Une continuité historique oubliée

Historiquement, le réemploi a toujours existé. C’est la construction neuve, standardisée et industrialisée, qui constitue l’exception. Simay appelle à revaloriser cet ancrage historique, et à refermer la « parenthèse industrielle » ouverte au XIXe siècle.

Attention aux dérives industrielles

Il alerte sur les dangers d’une massification aveugle du réemploi, qui en viendrait à reproduire les logiques extractivistes qu’il combat. Vocabulaire minier, standardisation, logique de catalogue : autant de signes d’une déterritorialisation contraire à l’esprit même du réemploi, qui devrait rester contextuel, inventif, relationnel.

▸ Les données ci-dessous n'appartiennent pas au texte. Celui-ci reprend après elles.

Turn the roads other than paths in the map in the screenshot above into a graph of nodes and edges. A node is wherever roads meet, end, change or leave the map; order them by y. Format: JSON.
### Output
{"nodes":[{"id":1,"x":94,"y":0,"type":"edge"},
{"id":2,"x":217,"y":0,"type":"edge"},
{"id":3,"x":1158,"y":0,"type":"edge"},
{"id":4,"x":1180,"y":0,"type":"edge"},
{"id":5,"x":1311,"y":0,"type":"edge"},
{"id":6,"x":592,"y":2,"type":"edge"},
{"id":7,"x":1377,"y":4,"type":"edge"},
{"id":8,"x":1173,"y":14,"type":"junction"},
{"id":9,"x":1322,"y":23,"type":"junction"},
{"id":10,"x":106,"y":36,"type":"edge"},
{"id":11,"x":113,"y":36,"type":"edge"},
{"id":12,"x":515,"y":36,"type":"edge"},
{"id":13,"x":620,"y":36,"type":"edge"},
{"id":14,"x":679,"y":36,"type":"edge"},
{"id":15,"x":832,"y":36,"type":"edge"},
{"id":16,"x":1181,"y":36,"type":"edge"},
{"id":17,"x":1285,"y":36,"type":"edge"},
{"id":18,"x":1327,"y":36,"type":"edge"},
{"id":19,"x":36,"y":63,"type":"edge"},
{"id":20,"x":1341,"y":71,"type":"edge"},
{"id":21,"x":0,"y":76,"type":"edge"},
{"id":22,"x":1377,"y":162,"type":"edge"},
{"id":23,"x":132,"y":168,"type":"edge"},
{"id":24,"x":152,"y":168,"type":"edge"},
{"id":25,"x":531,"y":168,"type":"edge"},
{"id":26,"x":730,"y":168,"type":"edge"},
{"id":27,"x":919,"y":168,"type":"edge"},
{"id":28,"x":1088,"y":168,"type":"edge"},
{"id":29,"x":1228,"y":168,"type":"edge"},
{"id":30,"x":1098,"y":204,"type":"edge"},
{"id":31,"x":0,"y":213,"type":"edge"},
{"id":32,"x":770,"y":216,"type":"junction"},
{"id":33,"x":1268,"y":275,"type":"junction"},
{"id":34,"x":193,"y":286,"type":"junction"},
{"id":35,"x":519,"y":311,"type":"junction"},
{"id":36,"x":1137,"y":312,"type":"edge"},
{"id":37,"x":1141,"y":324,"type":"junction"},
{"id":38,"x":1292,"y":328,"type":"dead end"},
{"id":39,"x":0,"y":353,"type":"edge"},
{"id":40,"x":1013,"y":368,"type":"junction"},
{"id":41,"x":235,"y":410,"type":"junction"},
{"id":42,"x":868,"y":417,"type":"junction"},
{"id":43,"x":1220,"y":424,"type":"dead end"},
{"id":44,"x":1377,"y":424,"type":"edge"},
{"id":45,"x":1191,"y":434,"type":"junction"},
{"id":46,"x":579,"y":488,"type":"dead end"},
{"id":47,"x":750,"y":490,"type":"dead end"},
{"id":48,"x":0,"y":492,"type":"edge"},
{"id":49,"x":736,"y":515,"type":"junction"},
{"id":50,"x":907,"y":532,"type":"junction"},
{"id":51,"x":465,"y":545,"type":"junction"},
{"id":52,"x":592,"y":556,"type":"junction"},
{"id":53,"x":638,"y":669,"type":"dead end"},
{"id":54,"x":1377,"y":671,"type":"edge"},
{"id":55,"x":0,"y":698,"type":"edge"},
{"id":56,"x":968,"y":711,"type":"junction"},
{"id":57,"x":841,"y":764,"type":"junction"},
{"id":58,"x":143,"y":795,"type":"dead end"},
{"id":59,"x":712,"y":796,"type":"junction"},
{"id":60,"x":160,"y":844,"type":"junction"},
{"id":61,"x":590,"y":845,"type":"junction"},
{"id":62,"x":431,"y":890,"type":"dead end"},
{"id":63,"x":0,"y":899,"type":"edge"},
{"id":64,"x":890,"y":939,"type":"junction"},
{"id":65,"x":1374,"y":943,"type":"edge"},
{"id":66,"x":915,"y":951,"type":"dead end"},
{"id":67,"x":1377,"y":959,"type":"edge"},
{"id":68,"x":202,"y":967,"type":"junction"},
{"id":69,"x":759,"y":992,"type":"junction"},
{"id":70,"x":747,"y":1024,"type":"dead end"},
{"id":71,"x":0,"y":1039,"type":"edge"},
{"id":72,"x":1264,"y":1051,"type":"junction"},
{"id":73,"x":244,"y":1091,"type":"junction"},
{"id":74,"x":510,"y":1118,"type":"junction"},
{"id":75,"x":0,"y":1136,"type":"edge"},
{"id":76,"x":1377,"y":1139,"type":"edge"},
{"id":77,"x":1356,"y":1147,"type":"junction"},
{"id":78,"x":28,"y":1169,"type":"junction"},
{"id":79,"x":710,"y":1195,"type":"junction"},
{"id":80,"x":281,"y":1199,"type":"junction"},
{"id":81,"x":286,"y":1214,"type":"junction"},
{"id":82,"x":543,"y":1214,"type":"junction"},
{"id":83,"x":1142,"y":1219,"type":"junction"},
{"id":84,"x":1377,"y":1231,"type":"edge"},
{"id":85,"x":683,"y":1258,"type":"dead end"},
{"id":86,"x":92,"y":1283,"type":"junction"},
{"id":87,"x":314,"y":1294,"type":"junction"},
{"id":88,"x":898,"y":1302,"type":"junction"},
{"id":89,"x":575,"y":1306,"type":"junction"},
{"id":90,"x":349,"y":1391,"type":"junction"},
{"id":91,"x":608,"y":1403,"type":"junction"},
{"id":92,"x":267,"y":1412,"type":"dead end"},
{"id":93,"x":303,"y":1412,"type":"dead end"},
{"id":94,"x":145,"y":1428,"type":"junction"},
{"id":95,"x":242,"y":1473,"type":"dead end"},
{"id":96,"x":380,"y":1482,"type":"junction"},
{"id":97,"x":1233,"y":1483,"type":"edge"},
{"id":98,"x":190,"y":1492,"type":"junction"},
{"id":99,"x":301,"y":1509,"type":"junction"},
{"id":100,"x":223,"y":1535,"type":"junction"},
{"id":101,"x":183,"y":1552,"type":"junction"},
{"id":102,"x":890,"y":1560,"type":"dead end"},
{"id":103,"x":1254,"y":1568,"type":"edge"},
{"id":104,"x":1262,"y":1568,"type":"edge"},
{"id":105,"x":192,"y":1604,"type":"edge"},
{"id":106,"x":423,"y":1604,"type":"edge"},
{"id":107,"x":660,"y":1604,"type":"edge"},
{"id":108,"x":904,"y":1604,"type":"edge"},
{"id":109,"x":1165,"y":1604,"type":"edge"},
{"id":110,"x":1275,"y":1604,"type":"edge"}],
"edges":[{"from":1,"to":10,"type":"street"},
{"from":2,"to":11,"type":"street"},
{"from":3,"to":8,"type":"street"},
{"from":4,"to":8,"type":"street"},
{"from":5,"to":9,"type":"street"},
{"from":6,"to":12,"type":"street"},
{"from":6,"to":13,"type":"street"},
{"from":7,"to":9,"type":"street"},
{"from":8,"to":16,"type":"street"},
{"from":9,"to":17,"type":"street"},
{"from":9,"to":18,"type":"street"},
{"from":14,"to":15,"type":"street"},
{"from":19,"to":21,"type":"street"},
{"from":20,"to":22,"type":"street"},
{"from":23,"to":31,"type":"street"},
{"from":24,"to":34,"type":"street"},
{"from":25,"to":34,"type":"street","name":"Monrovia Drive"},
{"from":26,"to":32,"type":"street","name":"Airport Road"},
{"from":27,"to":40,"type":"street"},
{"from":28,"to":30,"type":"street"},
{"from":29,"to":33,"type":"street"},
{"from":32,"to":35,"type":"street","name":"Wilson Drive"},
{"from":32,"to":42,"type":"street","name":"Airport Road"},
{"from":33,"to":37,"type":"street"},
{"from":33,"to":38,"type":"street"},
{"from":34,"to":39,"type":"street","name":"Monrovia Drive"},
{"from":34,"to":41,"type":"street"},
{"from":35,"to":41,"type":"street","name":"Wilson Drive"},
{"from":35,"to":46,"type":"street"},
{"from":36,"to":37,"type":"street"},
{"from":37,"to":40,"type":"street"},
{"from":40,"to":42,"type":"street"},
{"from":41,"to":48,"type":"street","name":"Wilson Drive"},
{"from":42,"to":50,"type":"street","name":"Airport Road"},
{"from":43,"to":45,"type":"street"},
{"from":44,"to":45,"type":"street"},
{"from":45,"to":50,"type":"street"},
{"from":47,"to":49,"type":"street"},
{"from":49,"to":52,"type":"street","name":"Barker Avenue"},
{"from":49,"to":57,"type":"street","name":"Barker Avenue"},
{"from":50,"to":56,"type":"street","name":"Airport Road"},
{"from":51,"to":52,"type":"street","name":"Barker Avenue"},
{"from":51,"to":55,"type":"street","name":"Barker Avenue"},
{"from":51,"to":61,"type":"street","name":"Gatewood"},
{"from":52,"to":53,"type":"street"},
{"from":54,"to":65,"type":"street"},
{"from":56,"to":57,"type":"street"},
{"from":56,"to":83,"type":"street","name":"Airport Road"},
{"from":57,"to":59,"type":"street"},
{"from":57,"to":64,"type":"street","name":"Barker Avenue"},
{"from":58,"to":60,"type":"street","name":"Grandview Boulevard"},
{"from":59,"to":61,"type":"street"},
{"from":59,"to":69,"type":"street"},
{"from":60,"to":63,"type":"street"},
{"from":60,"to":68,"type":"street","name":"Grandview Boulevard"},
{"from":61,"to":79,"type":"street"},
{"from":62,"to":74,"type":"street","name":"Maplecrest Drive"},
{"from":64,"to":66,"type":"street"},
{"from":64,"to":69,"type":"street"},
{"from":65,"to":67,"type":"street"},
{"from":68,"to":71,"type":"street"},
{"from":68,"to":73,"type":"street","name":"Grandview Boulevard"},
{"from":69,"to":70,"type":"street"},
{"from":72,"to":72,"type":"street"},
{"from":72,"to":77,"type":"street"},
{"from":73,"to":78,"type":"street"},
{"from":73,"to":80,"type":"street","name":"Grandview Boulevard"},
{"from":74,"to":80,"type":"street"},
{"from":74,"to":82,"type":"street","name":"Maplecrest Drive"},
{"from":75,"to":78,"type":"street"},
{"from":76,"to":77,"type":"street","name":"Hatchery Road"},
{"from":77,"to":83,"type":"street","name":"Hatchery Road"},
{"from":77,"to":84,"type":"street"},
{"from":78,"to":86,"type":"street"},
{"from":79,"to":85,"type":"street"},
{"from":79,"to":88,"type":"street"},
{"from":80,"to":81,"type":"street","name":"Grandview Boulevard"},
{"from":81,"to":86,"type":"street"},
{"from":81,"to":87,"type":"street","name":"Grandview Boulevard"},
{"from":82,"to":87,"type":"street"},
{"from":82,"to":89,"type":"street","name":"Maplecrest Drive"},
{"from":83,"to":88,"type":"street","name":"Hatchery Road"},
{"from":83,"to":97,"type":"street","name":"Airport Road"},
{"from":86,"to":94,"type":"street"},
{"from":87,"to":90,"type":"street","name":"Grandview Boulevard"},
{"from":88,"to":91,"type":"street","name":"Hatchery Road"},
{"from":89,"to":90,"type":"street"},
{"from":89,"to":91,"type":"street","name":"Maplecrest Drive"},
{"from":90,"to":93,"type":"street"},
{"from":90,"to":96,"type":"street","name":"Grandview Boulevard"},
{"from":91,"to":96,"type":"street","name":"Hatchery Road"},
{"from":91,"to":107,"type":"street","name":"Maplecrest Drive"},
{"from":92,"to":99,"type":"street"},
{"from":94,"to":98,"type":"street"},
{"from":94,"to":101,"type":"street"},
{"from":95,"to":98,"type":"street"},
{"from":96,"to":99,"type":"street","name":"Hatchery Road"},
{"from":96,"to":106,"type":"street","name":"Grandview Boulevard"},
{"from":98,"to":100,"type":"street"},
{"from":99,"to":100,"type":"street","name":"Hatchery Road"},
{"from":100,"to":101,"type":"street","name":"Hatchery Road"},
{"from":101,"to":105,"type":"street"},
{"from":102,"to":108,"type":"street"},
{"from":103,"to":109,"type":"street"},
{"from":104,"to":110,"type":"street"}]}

Inverser la charge de la preuve

Aujourd’hui, ce sont les acteurs du réemploi qui doivent prouver que leurs matériaux sont sûrs. Simay dénonce cette inversion absurde, et propose que la norme soit inversée : c’est au neuf de justifier sa nécessité.

Un geste politique

Enfin, Simay replace le réemploi dans une histoire longue des pratiques de résistance. Il convoque la figure du chiffonnier de Walter Benjamin, qui récupère les rebuts du monde pour en révéler la valeur et la mémoire. Le réemploi devient alors une écologie du soin et de la justice matérielle, une manière d’habiter autrement, en refusant l’oubli et en revendiquant la dignité des choses.

En conclusion

Le réemploi n’est pas une alternative technique parmi d’autres : il est un choix politique, culturel et philosophique, une "protestation contre l’homo détritus, celui qui jette… mais aussi celui qu’on jette". Il nous invite à repenser notre rapport à la matière, au territoire et aux autres.